Kamu, tetap kamu. Dan kamu tetap kamu, coba saja kamu berubah menjadi dia, atau aku? Dia atau aku yang mempunyai hati rapuh tak sekuat karang. Baiklah, aku tidak tahu dia, aku tidak mengenal dia, dia yang berhasil mengambil simpati dan hatimu, cantik dan mungkin saja dia lebih kuat dariku, aku bersyukur kalau begitu, dengan itu dia tidak akan merasakan rasanya sakit saat melihatmu seperti ini.
Tuan hujan, kamu selalu meneduhkan hatiku, selalu, bahkan sampai saat ini. Tapi kenapa kamu datang selalu dengan petir. Selalu saja, ada yang berhasil menyakitiku.
Kamu kembali datang dengan rasa rindu untuk kesekian kalinya, dan dengan bodohnya aku yang selalu terjatuh didalam rasa itu, kembali mengenyam rasa sakit yang dulu berusaha aku hilangkan sejauh-jauhnya.
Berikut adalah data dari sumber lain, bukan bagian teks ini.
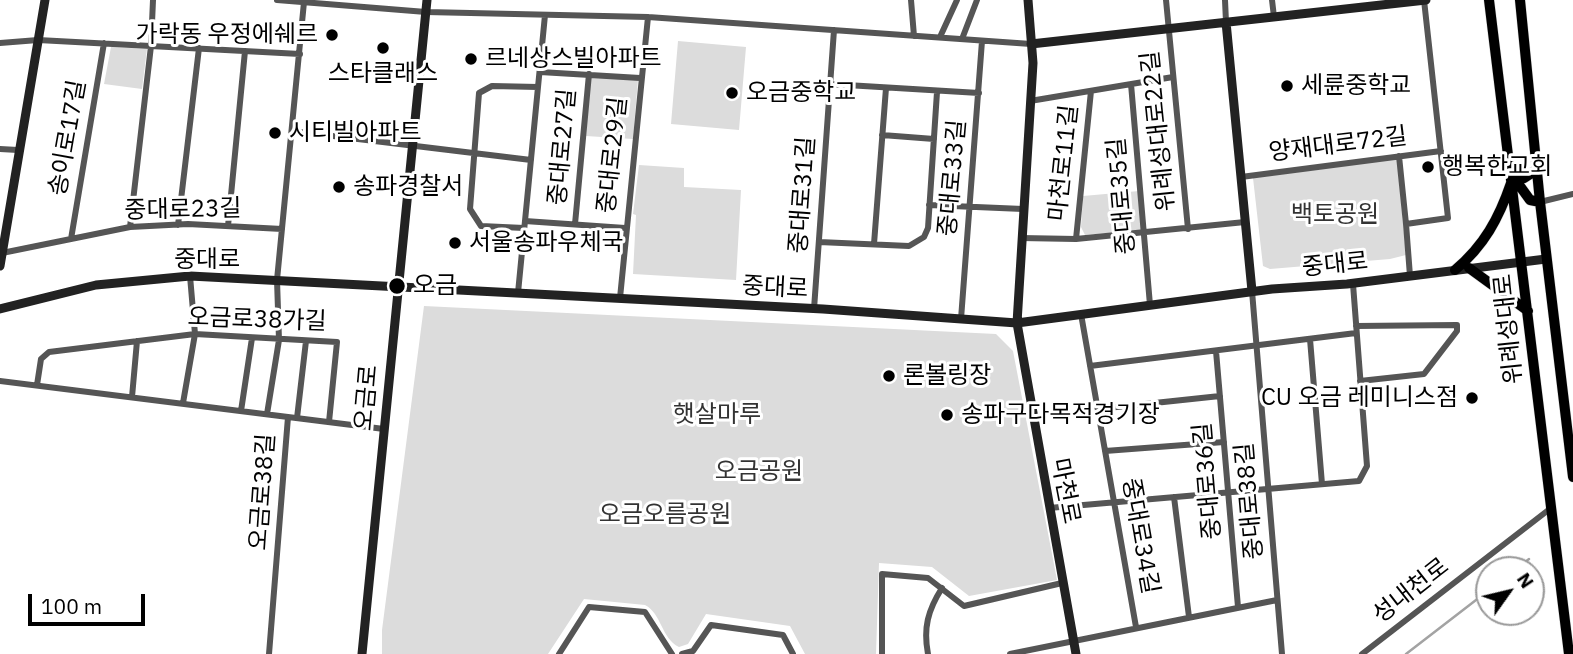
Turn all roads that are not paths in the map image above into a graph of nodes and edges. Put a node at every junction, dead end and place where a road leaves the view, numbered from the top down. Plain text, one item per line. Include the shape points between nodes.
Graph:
1 (45, 0) edge
2 (153, 0) edge
3 (277, 0) edge
4 (427, 0) edge
5 (911, 0) edge
6 (957, 0) edge
7 (977, 0) edge
8 (1028, 0) edge
9 (1166, 0) edge
10 (1225, 0) edge
11 (1272, 0) edge
12 (1425, 0) edge
13 (1489, 0) edge
14 (1520, 0) edge
15 (304, 2) junction
16 (367, 3) edge
17 (426, 12) junction
18 (545, 15) junction
19 (648, 17) junction
20 (1274, 17) junction
21 (1226, 22) junction
22 (1169, 29) junction
23 (834, 30) junction
24 (914, 36) junction
25 (940, 37) junction
26 (962, 39) junction
27 (38, 40) junction
28 (982, 41) junction
29 (0, 43) edge
30 (104, 43) junction
31 (1031, 44) junction
32 (151, 46) junction
33 (199, 48) junction
34 (246, 51) junction
35 (300, 54) junction
36 (540, 72) junction
37 (589, 74) junction
38 (1173, 77) junction
39 (640, 78) junction
40 (830, 84) junction
41 (1131, 84) junction
42 (538, 87) junction
43 (886, 88) junction
44 (1091, 90) junction
45 (937, 92) junction
46 (979, 93) junction
47 (1030, 101) junction
48 (292, 131) junction
49 (882, 135) junction
50 (934, 139) junction
51 (413, 145) junction
52 (0, 149) edge
53 (18, 150) junction
54 (1441, 151) junction
55 (473, 153) junction
56 (1399, 156) junction
57 (531, 160) junction
58 (1538, 169) junction
59 (1512, 173) junction
60 (1241, 177) junction
61 (1573, 194) edge
62 (1540, 202) junction
63 (929, 205) junction
64 (969, 206) junction
65 (1023, 209) junction
66 (1245, 222) junction
67 (524, 224) junction
68 (575, 224) junction
69 (1406, 224) junction
70 (178, 225) junction
71 (228, 226) junction
72 (130, 227) junction
73 (625, 228) junction
74 (282, 229) junction
75 (1188, 229) junction
76 (1144, 233) junction
77 (1021, 237) junction
78 (71, 239) junction
79 (1076, 239) junction
80 (819, 242) junction
81 (874, 244) junction
82 (1, 253) edge
83 (1546, 259) junction
84 (1523, 262) junction
85 (0, 266) edge
86 (1469, 268) junction
87 (1455, 270) junction
88 (190, 276) junction
89 (1410, 276) junction
90 (277, 280) junction
91 (1353, 284) junction
92 (399, 287) junction
93 (1252, 292) junction
94 (518, 293) junction
95 (620, 298) junction
96 (1150, 304) junction
97 (0, 309) edge
98 (814, 309) junction
99 (1528, 311) junction
100 (1081, 314) junction
101 (961, 319) junction
102 (1017, 323) junction
103 (1356, 330) junction
104 (195, 334) junction
105 (252, 338) junction
106 (1310, 339) junction
107 (279, 340) junction
108 (137, 341) junction
109 (306, 341) junction
110 (1256, 345) junction
111 (1216, 351) junction
112 (1090, 366) junction
113 (0, 381) edge
114 (1360, 382) junction
115 (37, 385) junction
116 (1220, 396) junction
117 (132, 397) junction
118 (183, 403) junction
119 (1098, 409) junction
120 (241, 411) junction
121 (267, 414) junction
122 (288, 417) junction
123 (297, 418) junction
124 (329, 422) junction
125 (384, 429) junction
126 (1224, 442) junction
127 (1105, 451) junction
128 (1573, 477) edge
129 (1322, 484) junction
130 (1268, 488) junction
131 (1229, 491) junction
132 (1174, 497) junction
133 (1114, 502) junction
134 (1049, 508) junction
135 (1551, 508) junction
136 (1062, 583) junction
137 (942, 588) junction
138 (1278, 600) junction
139 (1238, 607) junction
140 (1189, 617) junction
141 (1136, 627) junction
142 (1073, 640) junction
143 (693, 653) edge
144 (1020, 653) edge
145 (270, 654) edge
146 (362, 654) edge
147 (559, 654) edge
148 (672, 654) edge
149 (682, 654) edge
150 (793, 654) edge
151 (882, 654) edge
152 (928, 654) edge
153 (1010, 654) edge
154 (1076, 654) edge
155 (1282, 654) edge
156 (1362, 654) edge
157 (1569, 654) edge

1 - 27 main road
2 - 32 street
3 - 15 street
4 - 17 main road, 오금로
5 - 24 street
6 - 25 street
7 - 26 street
8 - 31 main road, 마천로
9 - 22 street, 위례성대로22길
10 - 21 street, 양재대로72길
11 - 20 street
12 - 20 main road, 위례성대로22길
12 - 54 street
13 - 59 main road, 위례성대로
14 - 58 main road, 위례성대로
15 - 16 street
15 - 35 street
16 - 17 street
17 - 18 street
17 - 51 main road, 오금로
18 - 19 street
18 - 36 street
19 - 23 street
19 - 39 street, 중대로29길
20 - 21 main road, 위례성대로22길
21 - 22 main road, 위례성대로22길
21 - 60 main road, 양재대로72길
22 - 31 main road, 위례성대로22길
22 - 38 street, 위례성대로22길
23 - 24 street
23 - 40 street, 중대로31길
24 - 25 street
25 - 26 street
26 - 28 street
27 - 29 street, 송이로17길
27 - 30 street, 송이로17길
27 - 53 main road
28 - 31 street
28 - 46 street, 중대로33길
30 - 32 street, 송이로17길
30 - 78 street, 송이로17길
31 - 47 main road, 마천로
32 - 33 street, 송이로17길
32 - 72 street
33 - 34 street, 송이로17길
33 - 70 street
34 - 35 street, 송이로17길
34 - 71 street
35 - 48 street
36 - 37 street
36 - 42 street
37 - 39 street
37 - 68 street, 중대로27길
38 - 41 street
38 - 75 street, 위례성대로22길
39 - 73 street, 중대로29길
40 - 43 street
40 - 80 street, 중대로31길
41 - 44 street
41 - 76 street, 중대로35길
42 - 55 street via 492,86 479,93
42 - 57 street
43 - 45 street
43 - 49 street
44 - 47 street
44 - 79 street, 마천로11길
45 - 46 street
45 - 50 street
46 - 64 street, 중대로33길
47 - 65 main road, 마천로
48 - 51 street
48 - 74 street
49 - 50 street
49 - 81 street
50 - 63 street
51 - 55 street
51 - 92 main road, 오금로
52 - 53 street
53 - 82 main road
54 - 56 street, 양재대로72길
54 - 69 street via 1448,218
55 - 57 street
55 - 67 street via 470,209 475,219 481,226
56 - 60 street, 양재대로72길
56 - 69 street
57 - 67 street
58 - 59 main road via 1524,178
58 - 62 main road, 위례성대로
59 - 62 main road via 1530,200
59 - 84 main road, 위례성대로
59 - 87 main road via 1499,218 1472,256
60 - 66 main road, 양재대로72길
61 - 62 street
62 - 83 main road, 위례성대로
63 - 64 street
63 - 81 street via 928,228 918,242 909,246
64 - 65 street
64 - 101 street, 중대로33길
65 - 77 main road, 마천로
66 - 75 street, 마천로11길
66 - 93 main road, 양재대로72길
67 - 68 street
67 - 94 street
68 - 73 street
69 - 89 street
70 - 71 street, 중대로23길
70 - 72 street, 중대로23길
71 - 74 street, 중대로23길
72 - 78 street, 중대로23길
73 - 95 street, 중대로29길
74 - 90 street
75 - 76 street, 마천로11길
76 - 79 street, 마천로11길
76 - 96 street, 중대로35길
77 - 79 street, 마천로11길
77 - 102 main road, 마천로
78 - 82 street, 중대로23길
80 - 81 street
80 - 98 street, 중대로31길
82 - 85 main road
83 - 84 main road, 중대로
83 - 128 main road, 위례성대로
84 - 86 main road, 중대로
84 - 99 main road, 위례성대로
86 - 87 main road, 중대로
86 - 99 main road
87 - 89 main road, 중대로
88 - 90 main road, 중대로
88 - 97 main road, 중대로 via 96,285
88 - 104 street
89 - 91 main road, 중대로
90 - 92 main road, 중대로
90 - 107 street, 오금로38길
91 - 93 main road, 중대로
91 - 103 street
92 - 94 main road, 중대로
92 - 125 main road, 오금로
93 - 96 main road, 중대로
93 - 110 street, 중대로38길
94 - 95 main road, 중대로
95 - 98 main road, 중대로
96 - 100 main road, 중대로
98 - 101 main road, 중대로
99 - 135 main road, 위례성대로
100 - 102 main road, 중대로
100 - 112 street, 중대로34길
101 - 102 main road, 중대로
102 - 134 main road, 마천로
103 - 106 street
103 - 114 street
103 - 114 street via 1457,325 1424,374
104 - 105 street, 오금로38가길
104 - 108 street, 오금로38가길
104 - 118 street
105 - 107 street, 오금로38가길
105 - 120 street, 오금로38길
106 - 110 street
106 - 129 street
107 - 109 street, 오금로38가길
107 - 121 street, 오금로38길
108 - 115 street, 오금로38가길 via 49,352 41,359
108 - 117 street
109 - 123 street, 오금로38길
109 - 124 street, 오금로38가길 via 337,342
110 - 111 street
110 - 130 street, 중대로38길
111 - 112 street
111 - 116 street, 중대로36길
112 - 119 street, 중대로34길
113 - 115 street, 오금로38길
114 - 129 street via 1367,466 1359,481
115 - 117 street, 오금로38길
116 - 119 street
116 - 126 street, 중대로36길
117 - 118 street, 오금로38길
118 - 120 street, 오금로38길
119 - 127 street, 중대로34길
120 - 121 street, 오금로38길
121 - 122 street, 오금로38길
122 - 123 street, 오금로38길
122 - 145 street, 오금로38길
123 - 124 street, 오금로38길
124 - 125 street, 오금로38길
125 - 146 main road, 오금로
126 - 127 street, 중대로34길
126 - 131 street, 중대로36길
127 - 133 street, 중대로34길
129 - 130 street
130 - 131 street
130 - 138 street, 중대로38길
131 - 132 street
131 - 139 street, 중대로36길
132 - 133 street
132 - 140 street
133 - 134 street
133 - 141 street, 중대로34길
134 - 136 main road, 마천로
135 - 156 street, 성내천로
135 - 157 main road, 위례성대로
136 - 137 street via 964,606
136 - 142 main road, 마천로
137 - 151 street via 928,578 882,574
137 - 152 street via 927,616
138 - 139 street
138 - 155 street, 중대로38길
139 - 140 street
140 - 141 street
141 - 142 street
142 - 144 street
142 - 154 main road, 마천로
143 - 149 street
143 - 150 street via 711,625 783,635
144 - 153 street
147 - 148 street via 589,607 645,612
Tapi kali ini, aku belajar secerdas dari kebodohanku, aku tidak akan membiarkanmu kembali pergi dengan rasa rindu yang terobati. Karena sampai kapanpun, aku hanya tempatmu pulang, tapi tidak untuk tempatmu menetap. Carilah seseorang yang tepat bukan hanya untuk tempatmu menetap, tapi juga untukmu tempatmu pulang.
Tuan hujan, coba saja kamu setia dengan satu orang, cukup satu orang.